San Vincenzo, ha vinto il Partito comunista italiano
SAN VINCENZO 3 giugno 2015 - Non è un titolo d’altri tempi ma una constatazione aritmetica allarmante. Il totale dei voti validi espressi per tutte le liste domenica a San Vincenzo rimane bene al di sotto dei soli voti ottenuti dal Partito comunista italiano tra il 1975 e il 1985 nonostante gli aventi diritto siano cresciuti in numero dagli anni ’70 ad oggi. Il PCI poteva infatti contare su un numero di voti compresi tra 2.879 del 1985 e 3.025 del 1975. Oggi la somma dei voti validi di tutte le liste in competizione sono appena 2.741 per le liste e 2.866 per i candidati presidente.
Quest’assurdo storico e politico è reso possibile dall’affluenza più bassa di sempre. In linea con il resto della Regione e dell’intero Paese, a San Vincenzo si sono recati a votare il 52,66% degli aventi diritto con un calo dell’11,5% rispetto alle regionali del 2010 e del 22% rispetto alle ultime elezioni europee del 2014 quando alle urne si era recato il 74,04% degli aventi diritto.
Le regionali si confermano elezioni poco interessanti per i cittadini che scelgono di disertare in massa le urne. I risultati delle singole liste in uno scenario simile hanno uno scarso interesse perché oggi è chiaro che se esistesse una proposta politica in grado di motivare gli elettori delusi, tutti gli altri soggetti in campo sarebbero facilmente spazzati via.
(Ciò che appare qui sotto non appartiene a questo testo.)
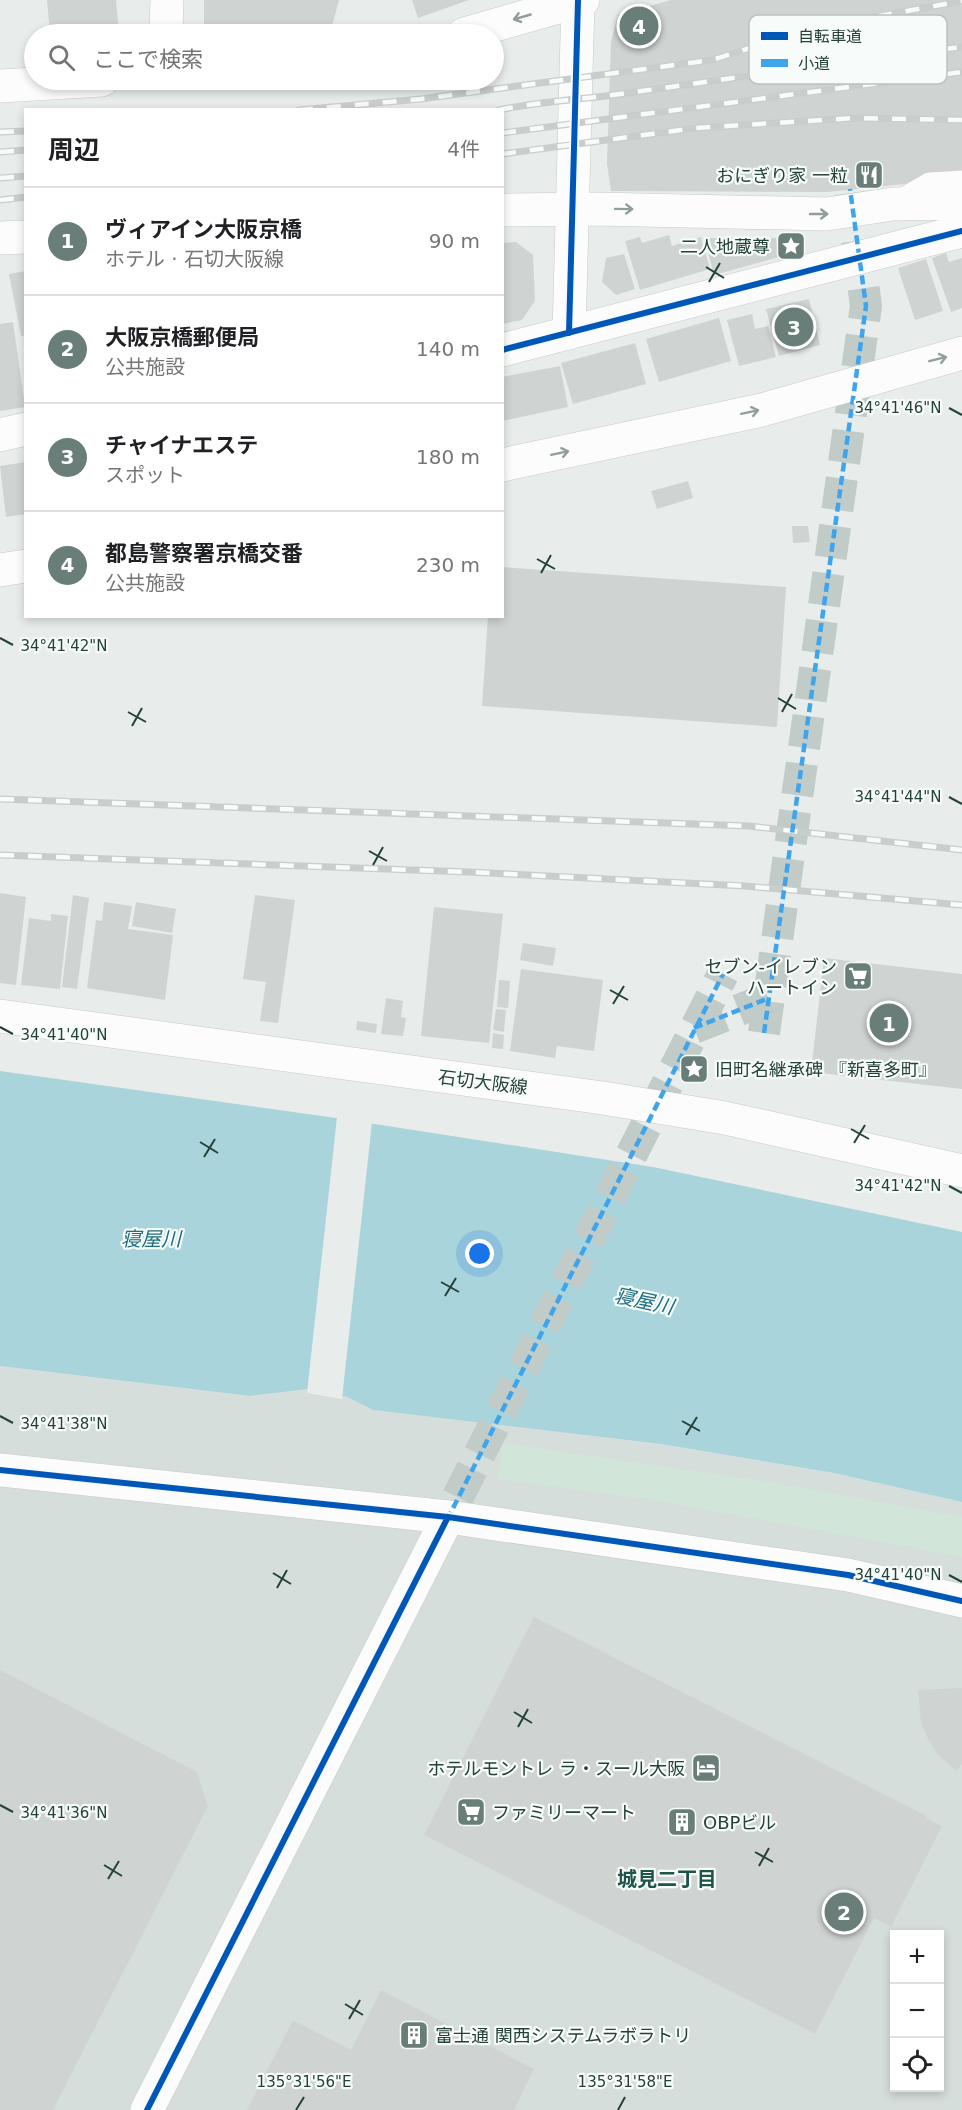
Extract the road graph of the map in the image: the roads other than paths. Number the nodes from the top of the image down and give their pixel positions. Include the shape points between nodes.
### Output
1 (166, 0) edge
2 (580, 0) edge
3 (166, 24) edge
4 (498, 24) edge
5 (24, 85) edge
6 (0, 86) edge
7 (962, 181) edge
8 (962, 203) edge
9 (893, 204) junction
10 (572, 209) junction
11 (504, 210) edge
12 (962, 231) edge
13 (24, 237) edge
14 (0, 238) edge
15 (569, 333) junction
16 (504, 349) edge
17 (962, 353) edge
18 (24, 429) edge
19 (0, 435) edge
20 (504, 465) edge
21 (24, 566) edge
22 (0, 570) edge
23 (0, 1016) edge
24 (962, 1171) edge
25 (0, 1470) edge
26 (448, 1517) junction
27 (962, 1601) edge
28 (147, 2110) edge

1 - 3 street
2 -> 4 street
2 - 10 street
5 - 6 street
7 - 9 lane via 929,183
8 - 9 street
10 -> 9 street via 827,214
10 - 11 street
10 - 15 street
12 - 15 street
13 - 14 street
15 - 16 street
20 -> 17 street via 762,410
18 - 19 street
21 - 22 street
23 - 24 street, 石切大阪線 via 603,1098 725,1118
25 - 26 street
26 - 27 street via 848,1575
26 - 28 street

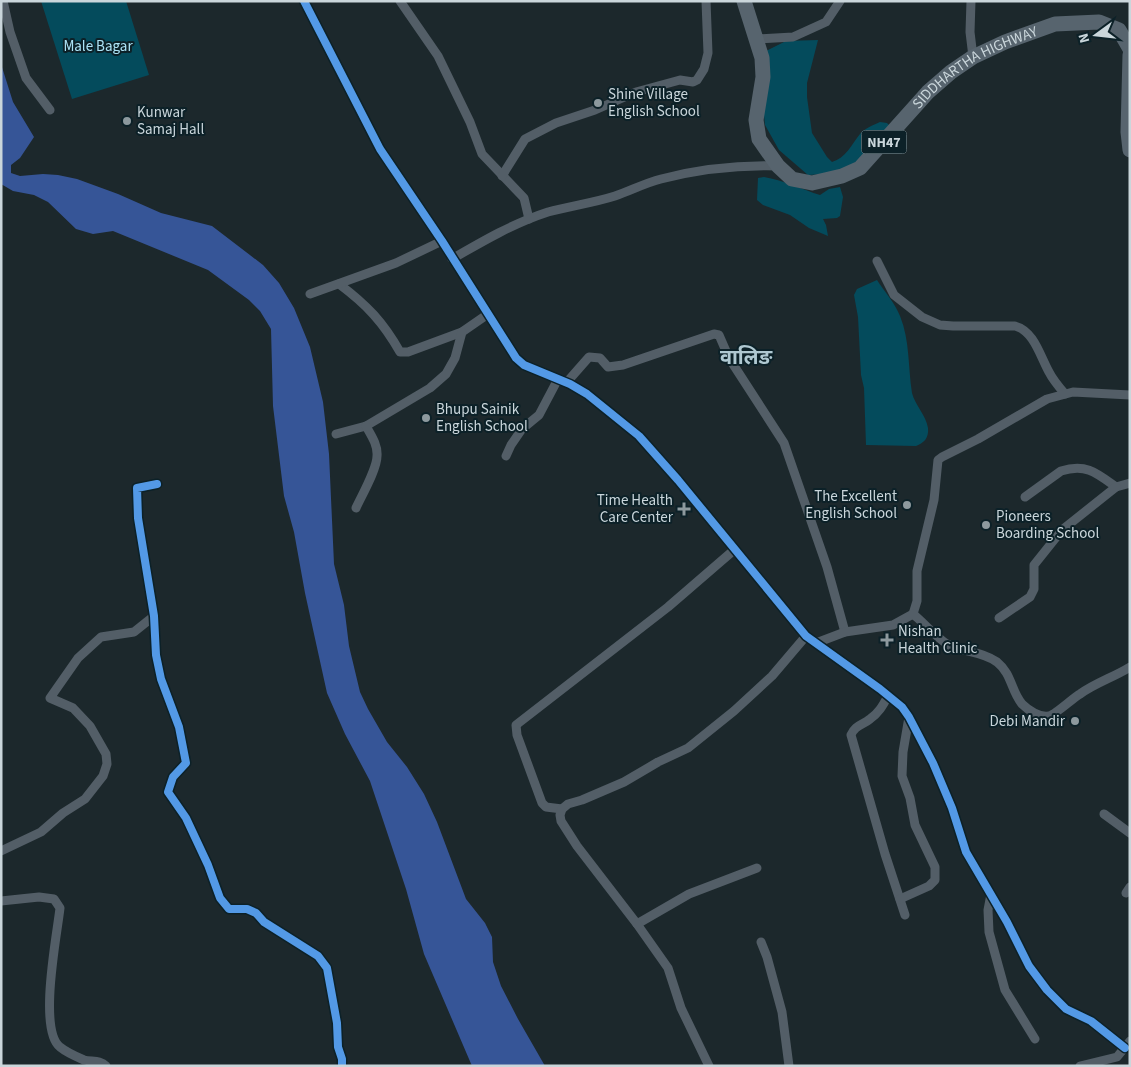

Non si può neppure invocare la pretesa “lontananza” delle istituzioni regionali per giustificare una partecipazione così esigua. I cittadini sanno che le Regioni hanno competenze sempre più importanti sulle vite di tutti noi, a partire da quella sulla sanità. A riprova di ciò, basti il grafico relativo alle affluenze per le elezioni regionali tra il 1970 e il 2015 a San Vincenzo.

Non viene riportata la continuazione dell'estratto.